**Exercise description**
Except for the images, repeat the entries below word for word.

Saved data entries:

++++++++++

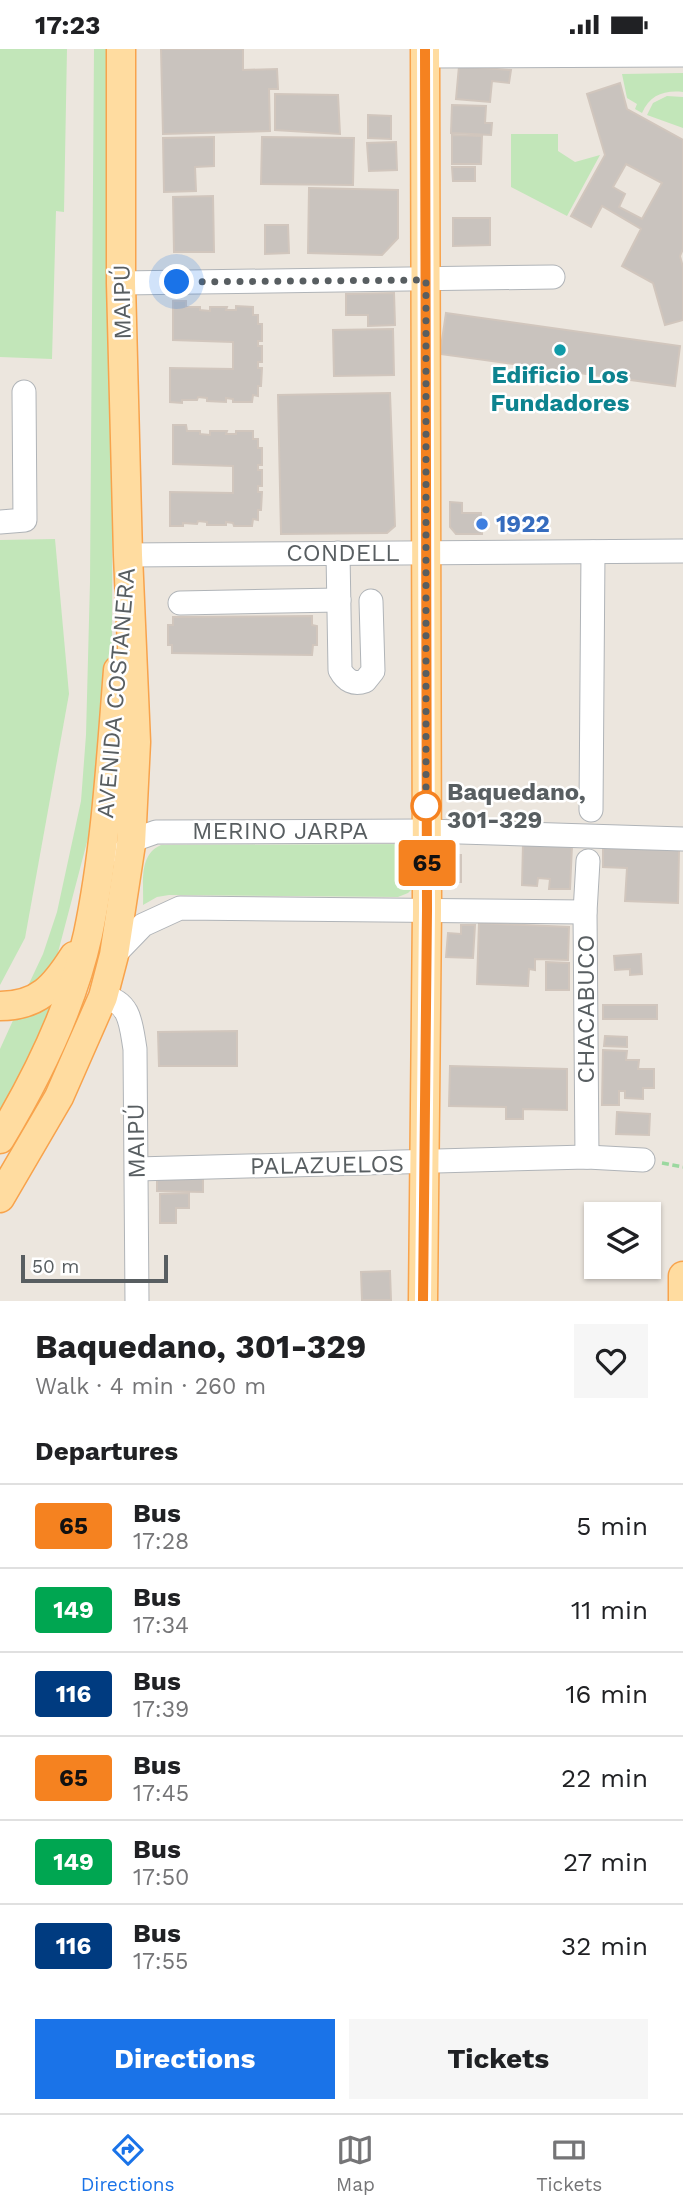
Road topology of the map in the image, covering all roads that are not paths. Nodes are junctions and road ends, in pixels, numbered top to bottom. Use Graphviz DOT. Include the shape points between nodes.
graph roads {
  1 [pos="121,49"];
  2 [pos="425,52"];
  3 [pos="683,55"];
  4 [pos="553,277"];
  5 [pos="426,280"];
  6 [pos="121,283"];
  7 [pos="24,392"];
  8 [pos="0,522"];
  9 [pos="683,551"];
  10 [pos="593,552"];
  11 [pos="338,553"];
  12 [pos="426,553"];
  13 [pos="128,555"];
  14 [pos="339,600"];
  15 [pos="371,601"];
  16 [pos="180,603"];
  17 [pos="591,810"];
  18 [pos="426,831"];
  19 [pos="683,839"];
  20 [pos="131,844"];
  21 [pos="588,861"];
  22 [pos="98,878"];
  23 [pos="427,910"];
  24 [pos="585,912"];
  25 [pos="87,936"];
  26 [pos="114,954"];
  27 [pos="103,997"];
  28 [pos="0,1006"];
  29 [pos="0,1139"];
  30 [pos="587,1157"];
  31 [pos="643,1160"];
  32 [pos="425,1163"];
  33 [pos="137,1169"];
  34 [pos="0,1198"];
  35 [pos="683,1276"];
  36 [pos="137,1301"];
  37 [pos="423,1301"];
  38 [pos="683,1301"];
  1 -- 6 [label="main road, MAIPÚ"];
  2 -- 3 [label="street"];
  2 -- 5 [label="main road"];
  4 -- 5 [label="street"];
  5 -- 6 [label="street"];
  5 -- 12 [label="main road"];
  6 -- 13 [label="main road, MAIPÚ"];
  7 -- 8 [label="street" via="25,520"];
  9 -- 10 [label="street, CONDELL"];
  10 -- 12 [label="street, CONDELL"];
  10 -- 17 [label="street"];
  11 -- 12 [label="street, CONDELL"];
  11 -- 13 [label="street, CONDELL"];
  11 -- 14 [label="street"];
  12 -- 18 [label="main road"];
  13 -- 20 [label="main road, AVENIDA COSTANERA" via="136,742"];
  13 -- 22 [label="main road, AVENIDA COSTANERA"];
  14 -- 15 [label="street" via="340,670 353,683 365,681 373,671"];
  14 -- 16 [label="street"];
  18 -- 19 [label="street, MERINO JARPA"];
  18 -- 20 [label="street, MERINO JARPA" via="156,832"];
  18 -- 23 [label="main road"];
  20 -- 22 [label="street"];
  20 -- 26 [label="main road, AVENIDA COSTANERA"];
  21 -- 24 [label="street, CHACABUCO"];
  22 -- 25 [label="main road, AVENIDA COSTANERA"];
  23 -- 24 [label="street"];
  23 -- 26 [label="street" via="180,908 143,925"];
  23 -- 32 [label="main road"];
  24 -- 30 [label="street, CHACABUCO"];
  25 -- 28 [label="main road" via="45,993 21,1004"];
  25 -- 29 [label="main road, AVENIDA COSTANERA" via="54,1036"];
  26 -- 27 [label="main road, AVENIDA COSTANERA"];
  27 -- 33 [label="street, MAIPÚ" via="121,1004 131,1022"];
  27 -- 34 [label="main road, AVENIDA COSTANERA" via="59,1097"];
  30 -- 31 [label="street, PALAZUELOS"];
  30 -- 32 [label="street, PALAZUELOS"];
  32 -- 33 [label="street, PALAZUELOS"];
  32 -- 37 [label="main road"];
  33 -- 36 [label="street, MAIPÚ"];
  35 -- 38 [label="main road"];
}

++++++++++

**Answer space**
Road topology of the map in the image, covering all roads that are not paths. Nodes are junctions and road ends, in pixels, numbered top to bottom. Use Graphviz DOT. Include the shape points between nodes.
graph roads {
  1 [pos="121,49"];
  2 [pos="425,52"];
  3 [pos="683,55"];
  4 [pos="553,277"];
  5 [pos="426,280"];
  6 [pos="121,283"];
  7 [pos="24,392"];
  8 [pos="0,522"];
  9 [pos="683,551"];
  10 [pos="593,552"];
  11 [pos="338,553"];
  12 [pos="426,553"];
  13 [pos="128,555"];
  14 [pos="339,600"];
  15 [pos="371,601"];
  16 [pos="180,603"];
  17 [pos="591,810"];
  18 [pos="426,831"];
  19 [pos="683,839"];
  20 [pos="131,844"];
  21 [pos="588,861"];
  22 [pos="98,878"];
  23 [pos="427,910"];
  24 [pos="585,912"];
  25 [pos="87,936"];
  26 [pos="114,954"];
  27 [pos="103,997"];
  28 [pos="0,1006"];
  29 [pos="0,1139"];
  30 [pos="587,1157"];
  31 [pos="643,1160"];
  32 [pos="425,1163"];
  33 [pos="137,1169"];
  34 [pos="0,1198"];
  35 [pos="683,1276"];
  36 [pos="137,1301"];
  37 [pos="423,1301"];
  38 [pos="683,1301"];
  1 -- 6 [label="main road, MAIPÚ"];
  2 -- 3 [label="street"];
  2 -- 5 [label="main road"];
  4 -- 5 [label="street"];
  5 -- 6 [label="street"];
  5 -- 12 [label="main road"];
  6 -- 13 [label="main road, MAIPÚ"];
  7 -- 8 [label="street" via="25,520"];
  9 -- 10 [label="street, CONDELL"];
  10 -- 12 [label="street, CONDELL"];
  10 -- 17 [label="street"];
  11 -- 12 [label="street, CONDELL"];
  11 -- 13 [label="street, CONDELL"];
  11 -- 14 [label="street"];
  12 -- 18 [label="main road"];
  13 -- 20 [label="main road, AVENIDA COSTANERA" via="136,742"];
  13 -- 22 [label="main road, AVENIDA COSTANERA"];
  14 -- 15 [label="street" via="340,670 353,683 365,681 373,671"];
  14 -- 16 [label="street"];
  18 -- 19 [label="street, MERINO JARPA"];
  18 -- 20 [label="street, MERINO JARPA" via="156,832"];
  18 -- 23 [label="main road"];
  20 -- 22 [label="street"];
  20 -- 26 [label="main road, AVENIDA COSTANERA"];
  21 -- 24 [label="street, CHACABUCO"];
  22 -- 25 [label="main road, AVENIDA COSTANERA"];
  23 -- 24 [label="street"];
  23 -- 26 [label="street" via="180,908 143,925"];
  23 -- 32 [label="main road"];
  24 -- 30 [label="street, CHACABUCO"];
  25 -- 28 [label="main road" via="45,993 21,1004"];
  25 -- 29 [label="main road, AVENIDA COSTANERA" via="54,1036"];
  26 -- 27 [label="main road, AVENIDA COSTANERA"];
  27 -- 33 [label="street, MAIPÚ" via="121,1004 131,1022"];
  27 -- 34 [label="main road, AVENIDA COSTANERA" via="59,1097"];
  30 -- 31 [label="street, PALAZUELOS"];
  30 -- 32 [label="street, PALAZUELOS"];
  32 -- 33 [label="street, PALAZUELOS"];
  32 -- 37 [label="main road"];
  33 -- 36 [label="street, MAIPÚ"];
  35 -- 38 [label="main road"];
}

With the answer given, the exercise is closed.